┌──

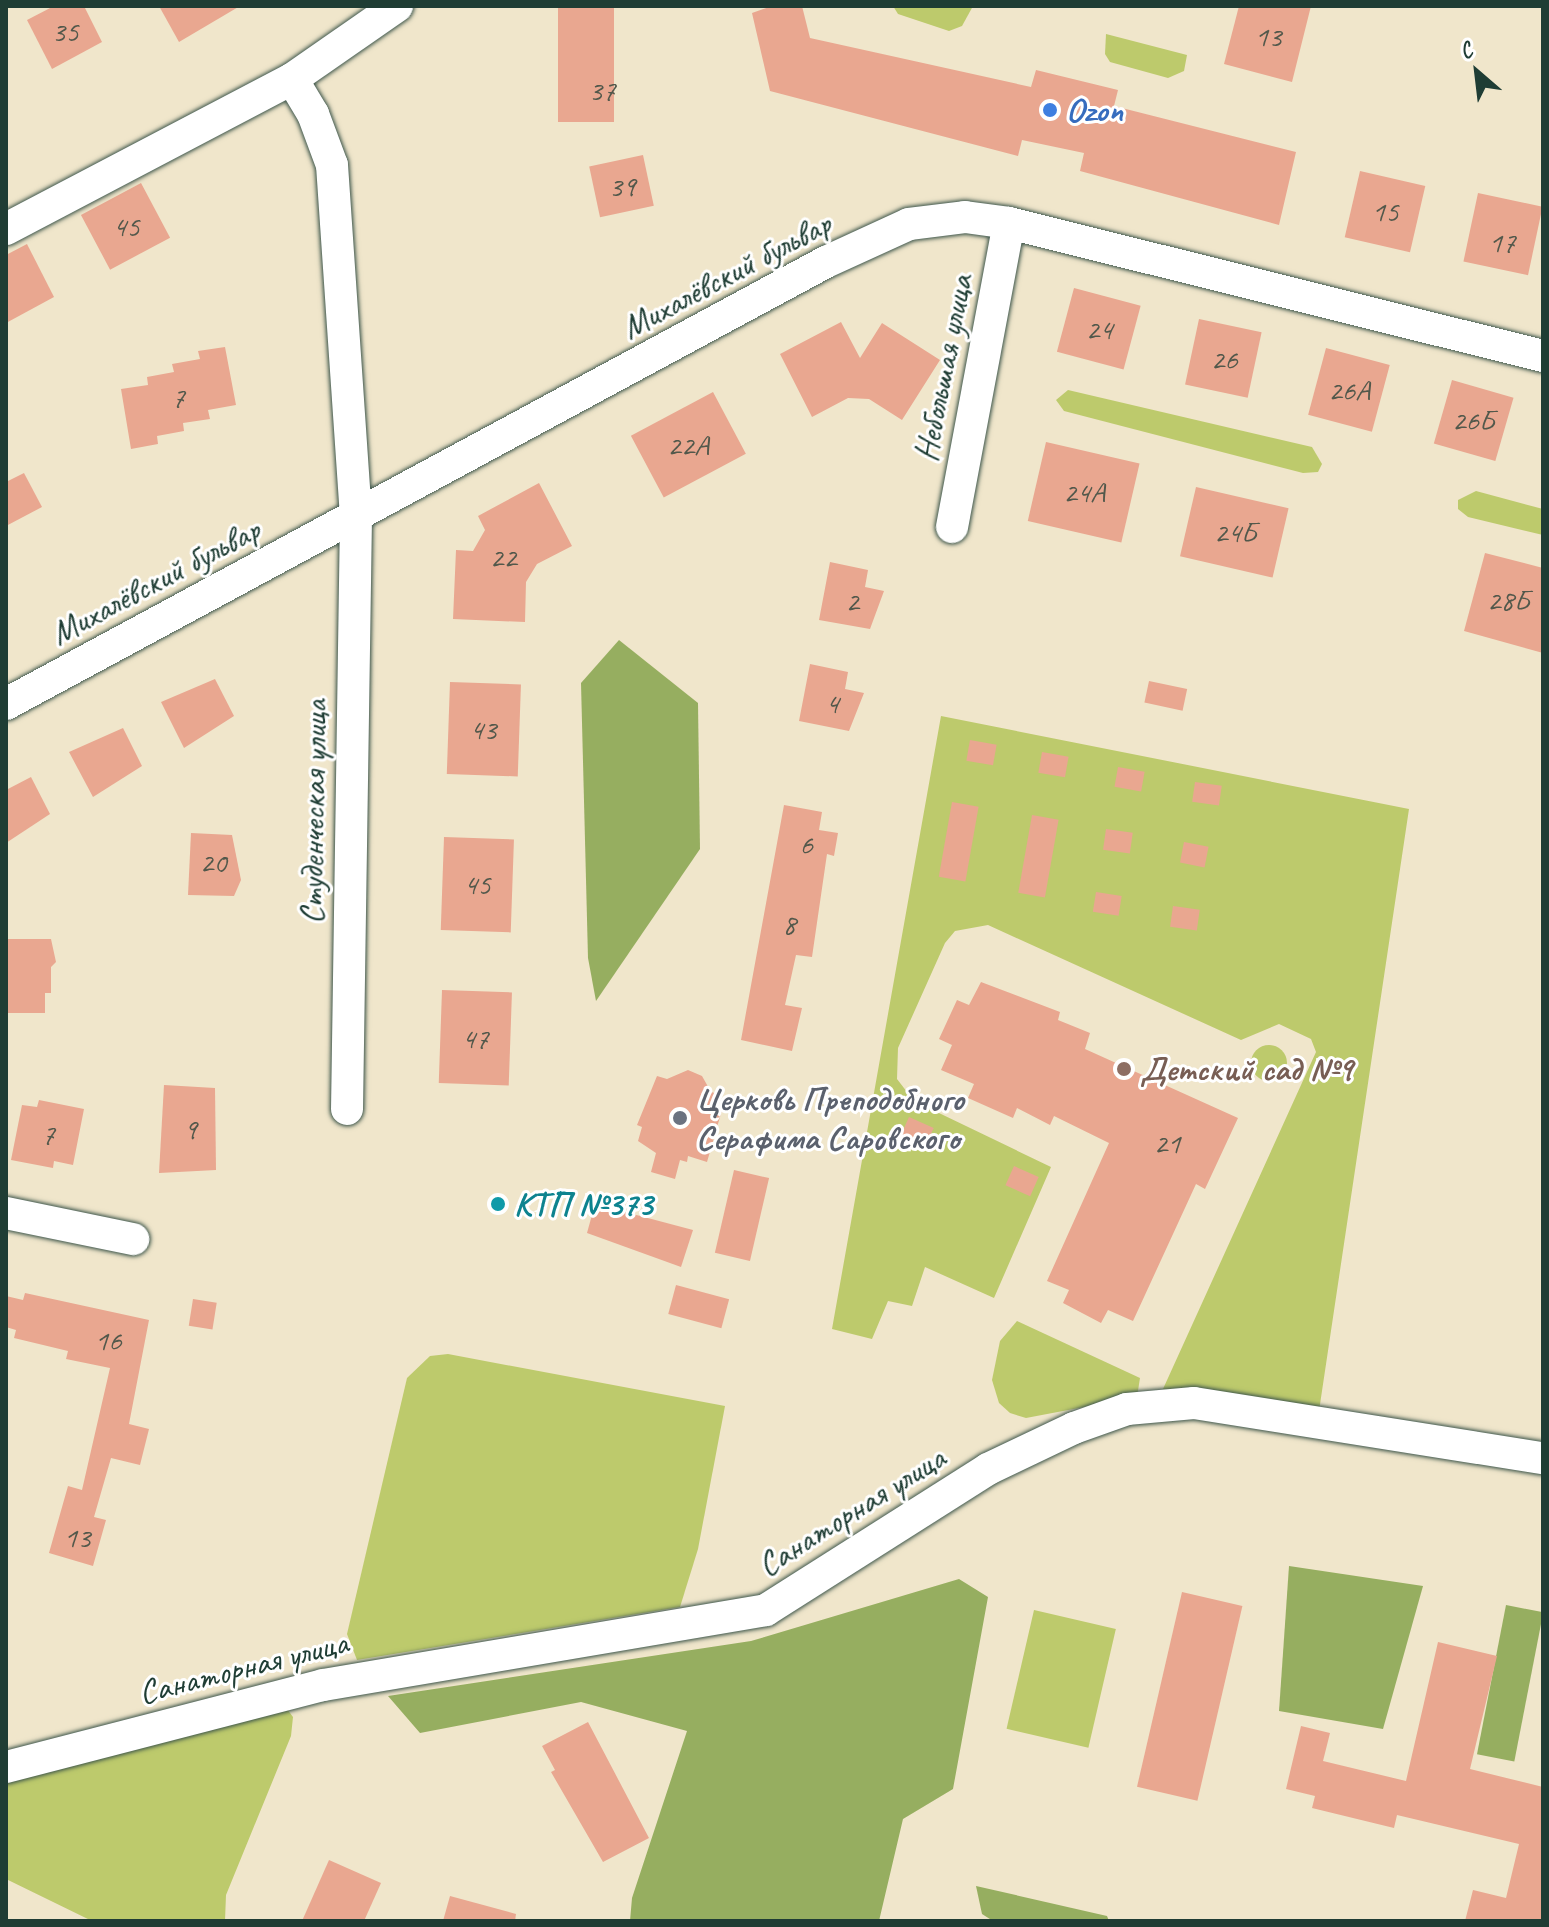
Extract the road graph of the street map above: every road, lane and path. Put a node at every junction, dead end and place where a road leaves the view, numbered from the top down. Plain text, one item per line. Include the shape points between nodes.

└──
┌──

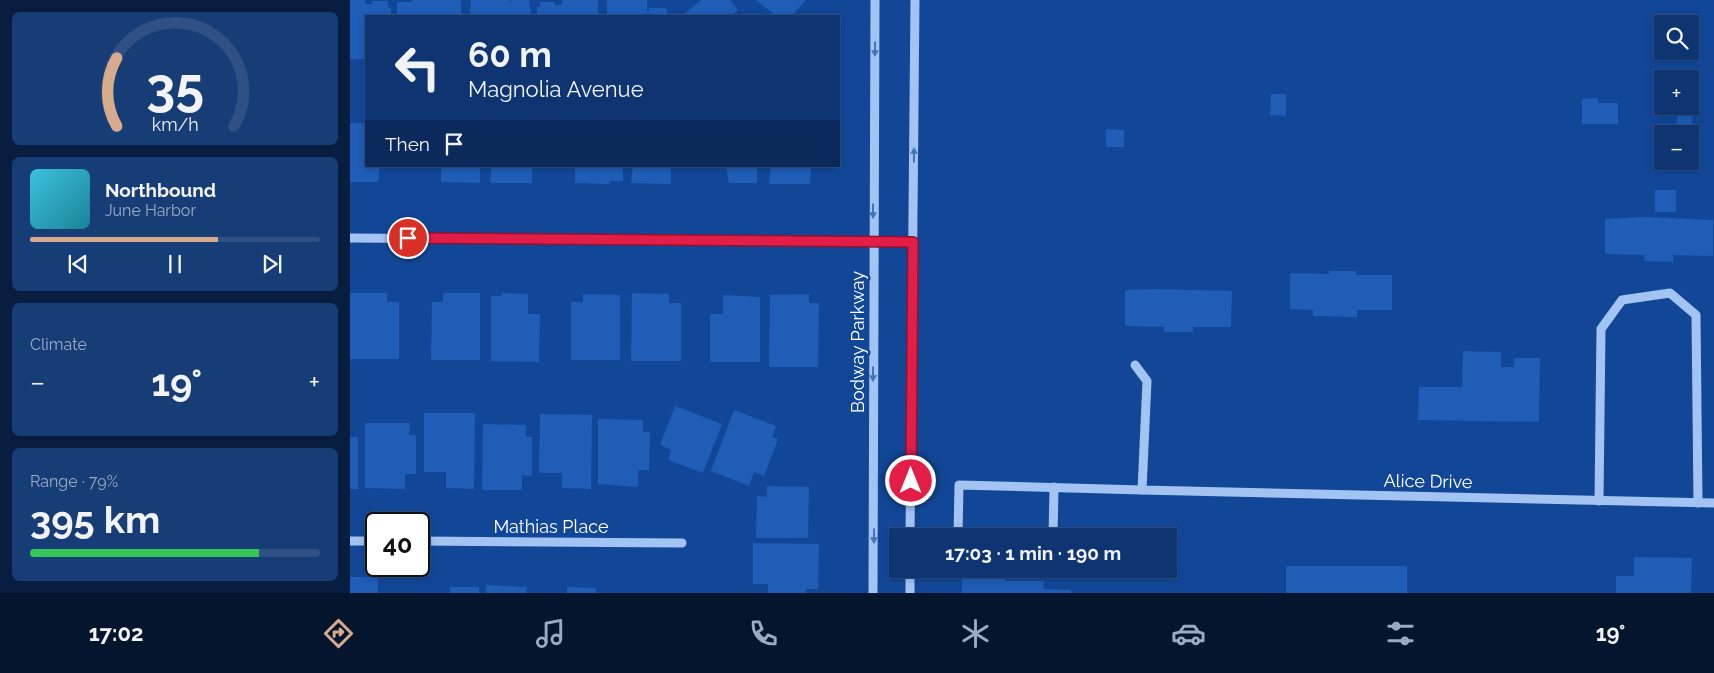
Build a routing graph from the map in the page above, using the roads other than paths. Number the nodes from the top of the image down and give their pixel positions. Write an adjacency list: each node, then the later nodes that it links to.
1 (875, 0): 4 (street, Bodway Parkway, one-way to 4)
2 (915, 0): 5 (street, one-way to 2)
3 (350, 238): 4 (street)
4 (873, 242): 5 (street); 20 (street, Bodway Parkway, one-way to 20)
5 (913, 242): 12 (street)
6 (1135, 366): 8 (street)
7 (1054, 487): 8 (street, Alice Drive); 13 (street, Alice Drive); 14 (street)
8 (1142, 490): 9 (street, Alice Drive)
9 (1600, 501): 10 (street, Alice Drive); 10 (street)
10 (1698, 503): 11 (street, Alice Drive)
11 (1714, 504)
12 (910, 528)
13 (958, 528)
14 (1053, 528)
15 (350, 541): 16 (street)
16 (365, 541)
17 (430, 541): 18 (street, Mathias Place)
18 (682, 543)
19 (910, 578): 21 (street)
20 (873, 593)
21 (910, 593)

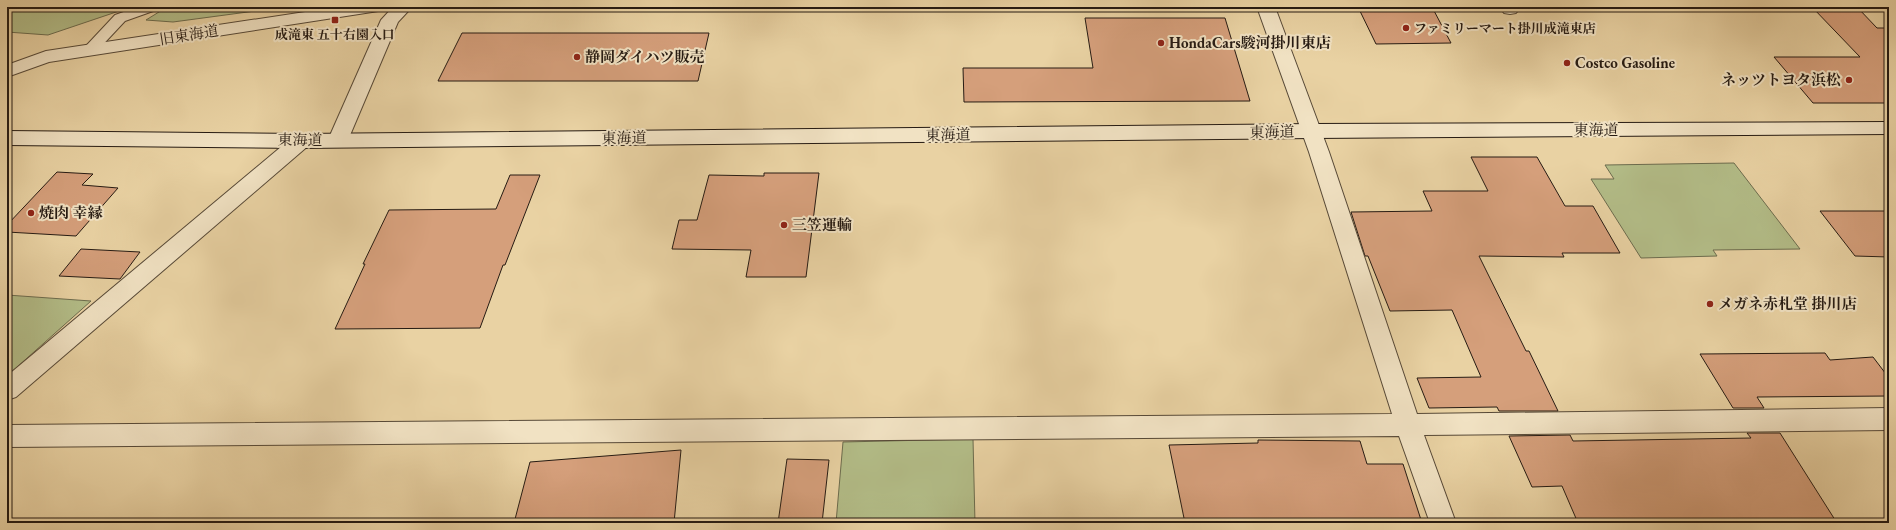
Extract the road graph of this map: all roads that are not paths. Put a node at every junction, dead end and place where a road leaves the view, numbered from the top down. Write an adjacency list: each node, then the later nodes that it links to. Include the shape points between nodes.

└──
┌──

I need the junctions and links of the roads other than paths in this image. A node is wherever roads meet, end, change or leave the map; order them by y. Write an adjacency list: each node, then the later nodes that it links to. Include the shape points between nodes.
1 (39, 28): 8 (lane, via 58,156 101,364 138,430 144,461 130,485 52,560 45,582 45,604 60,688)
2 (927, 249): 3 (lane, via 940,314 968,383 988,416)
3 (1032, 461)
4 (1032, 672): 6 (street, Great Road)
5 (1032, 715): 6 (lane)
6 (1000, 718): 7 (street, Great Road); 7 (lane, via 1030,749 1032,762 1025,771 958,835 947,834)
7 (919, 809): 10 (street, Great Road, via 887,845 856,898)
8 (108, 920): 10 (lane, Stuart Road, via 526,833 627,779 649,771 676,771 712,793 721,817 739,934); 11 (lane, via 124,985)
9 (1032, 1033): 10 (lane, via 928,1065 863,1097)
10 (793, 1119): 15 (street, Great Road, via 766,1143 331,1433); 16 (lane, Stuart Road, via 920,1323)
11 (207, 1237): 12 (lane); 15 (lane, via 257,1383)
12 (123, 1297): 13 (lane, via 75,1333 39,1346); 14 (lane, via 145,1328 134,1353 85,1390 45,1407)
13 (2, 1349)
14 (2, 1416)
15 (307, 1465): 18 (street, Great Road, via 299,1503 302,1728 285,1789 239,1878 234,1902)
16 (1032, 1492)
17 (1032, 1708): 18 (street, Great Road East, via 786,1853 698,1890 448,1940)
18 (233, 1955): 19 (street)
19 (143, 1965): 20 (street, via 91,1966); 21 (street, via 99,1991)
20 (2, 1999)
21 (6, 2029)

└──

# WORK TO BE COMPLETED:
Whenever a line above includes "every", copy it in full.

# SOLUTION:
Extract the road graph of the street map above: every road, lane and path. Put a node at every junction, dead end and place where a road leaves the view, numbered from the top down. Plain text, one item per line. Include the shape points between nodes.
Extract the road graph of this map: all roads that are not paths. Put a node at every junction, dead end and place where a road leaves the view, numbered from the top down. Write an adjacency list: each node, then the later nodes that it links to. Include the shape points between nodes.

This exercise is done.